• **THE DATA**
※ ※ ※

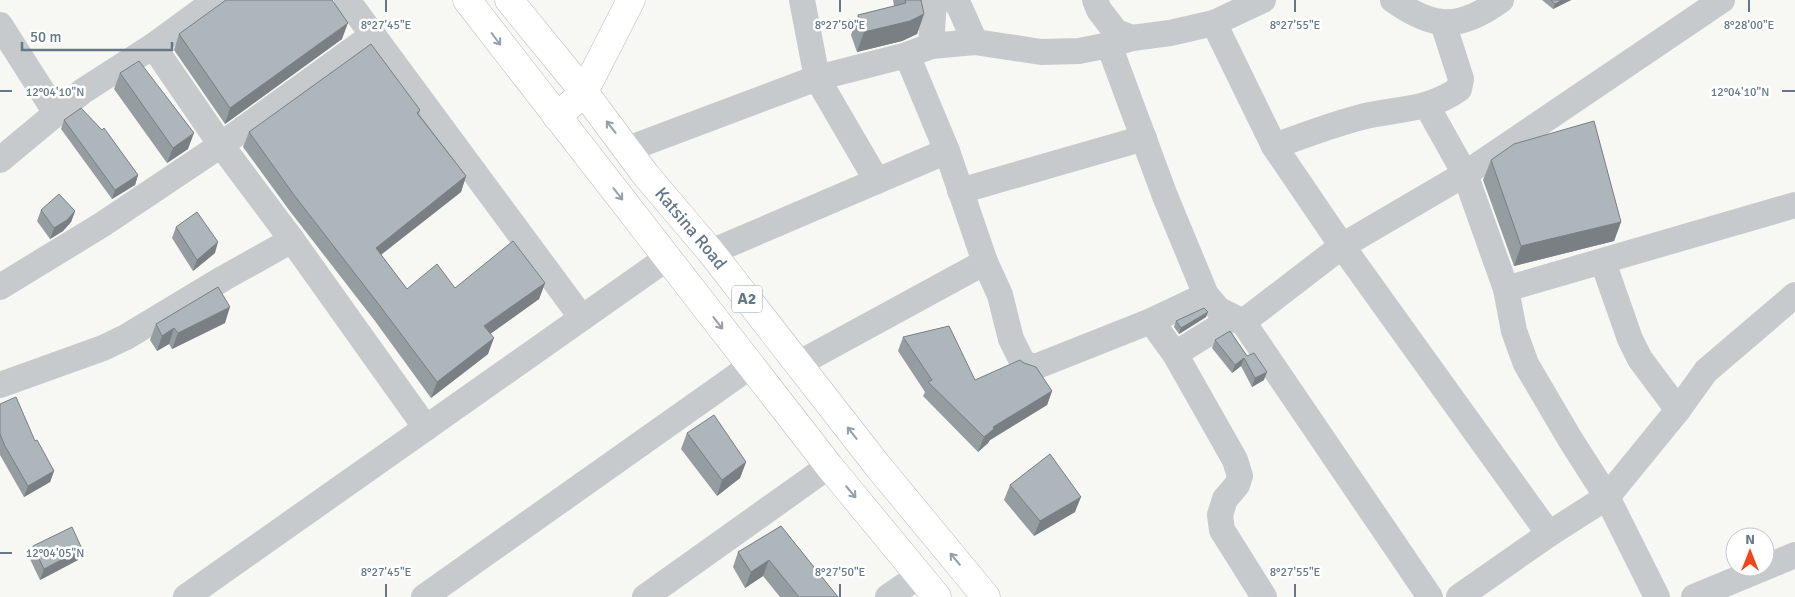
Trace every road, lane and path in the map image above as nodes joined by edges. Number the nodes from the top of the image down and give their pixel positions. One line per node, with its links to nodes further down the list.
1 (216, 0): 20 (street)
2 (347, 0): 17 (street)
3 (467, 0): 27 (main road, A2, one-way to 27)
4 (509, 0): 24 (main road, Katsina Road / A2)
5 (631, 0): 24 (main road)
6 (802, 0): 23 (street)
7 (934, 0): 21 (street)
8 (954, 0): 18 (street)
9 (1095, 0): 19 (street)
10 (1263, 0): 14 (street)
11 (1393, 0): 15 (street)
12 (1501, 0): 15 (street)
13 (1722, 0): 34 (street)
14 (1214, 22): 19 (street); 30 (street)
15 (1443, 22): 25 (street)
16 (0, 25): 26 (street)
17 (373, 35): 29 (street); 48 (street)
18 (974, 42): 19 (street); 21 (street)
19 (1121, 42): 28 (street)
20 (153, 46): 26 (street); 29 (street)
21 (931, 46): 22 (street)
22 (906, 55): 23 (street); 32 (street)
23 (817, 78): 31 (street); 35 (street)
24 (584, 92): 27 (main road); 31 (main road, Katsina Road / A2, one-way to 24)
25 (1427, 106): 30 (street); 34 (street)
26 (56, 113): 33 (street)
27 (557, 116): 41 (main road, A2, one-way to 41)
28 (1144, 138): 36 (street); 46 (street)
29 (221, 146): 38 (street); 44 (street)
30 (1274, 146): 39 (street)
31 (628, 149): 40 (main road, Katsina Road / A2)
32 (947, 151): 35 (street); 36 (street)
33 (0, 160)
34 (1465, 174): 39 (street); 45 (street)
35 (877, 181): 40 (street)
36 (960, 191): 42 (street)
37 (1795, 205): 43 (street)
38 (292, 240): 54 (street); 56 (street)
39 (1342, 246): 49 (street); 59 (street)
40 (711, 252): 52 (main road, Katsina Road / A2)
41 (667, 258): 48 (street); 53 (main road, A2, one-way to 53)
42 (985, 262): 50 (street); 52 (street)
43 (1602, 262): 45 (street); 55 (street)
44 (0, 287)
45 (1506, 289): 58 (street)
46 (1206, 295): 49 (street); 50 (street)
47 (1795, 295): 55 (street)
48 (582, 318): 56 (street)
49 (1238, 320): 51 (street); 69 (street)
50 (1151, 321): 51 (street)
51 (1175, 354): 68 (street)
52 (798, 364): 67 (main road, Katsina Road / A2, one-way to 52)
53 (752, 365): 57 (main road, A2); 63 (street)
54 (3, 379)
55 (1678, 410): 58 (street)
56 (426, 428): 62 (street)
57 (829, 466): 61 (main road, A2, one-way to 61); 64 (street)
58 (1607, 497): 59 (street); 71 (street)
59 (1549, 534): 70 (street)
60 (1795, 555): 72 (street)
61 (920, 575): 65 (street); 66 (main road, A2)
62 (186, 597)
63 (424, 597)
64 (644, 597)
65 (888, 597)
66 (937, 597)
67 (986, 597)
68 (1264, 597)
69 (1430, 597)
70 (1459, 597)
71 (1656, 597)
72 (1694, 597)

※ ※ ※

• **PROBLEM TO SOLVE**
Lines with "Katsina" in the records above: copy every one of them.

• **REPLY**
4 (509, 0): 24 (main road, Katsina Road / A2)
24 (584, 92): 27 (main road); 31 (main road, Katsina Road / A2, one-way to 24)
31 (628, 149): 40 (main road, Katsina Road / A2)
40 (711, 252): 52 (main road, Katsina Road / A2)
52 (798, 364): 67 (main road, Katsina Road / A2, one-way to 52)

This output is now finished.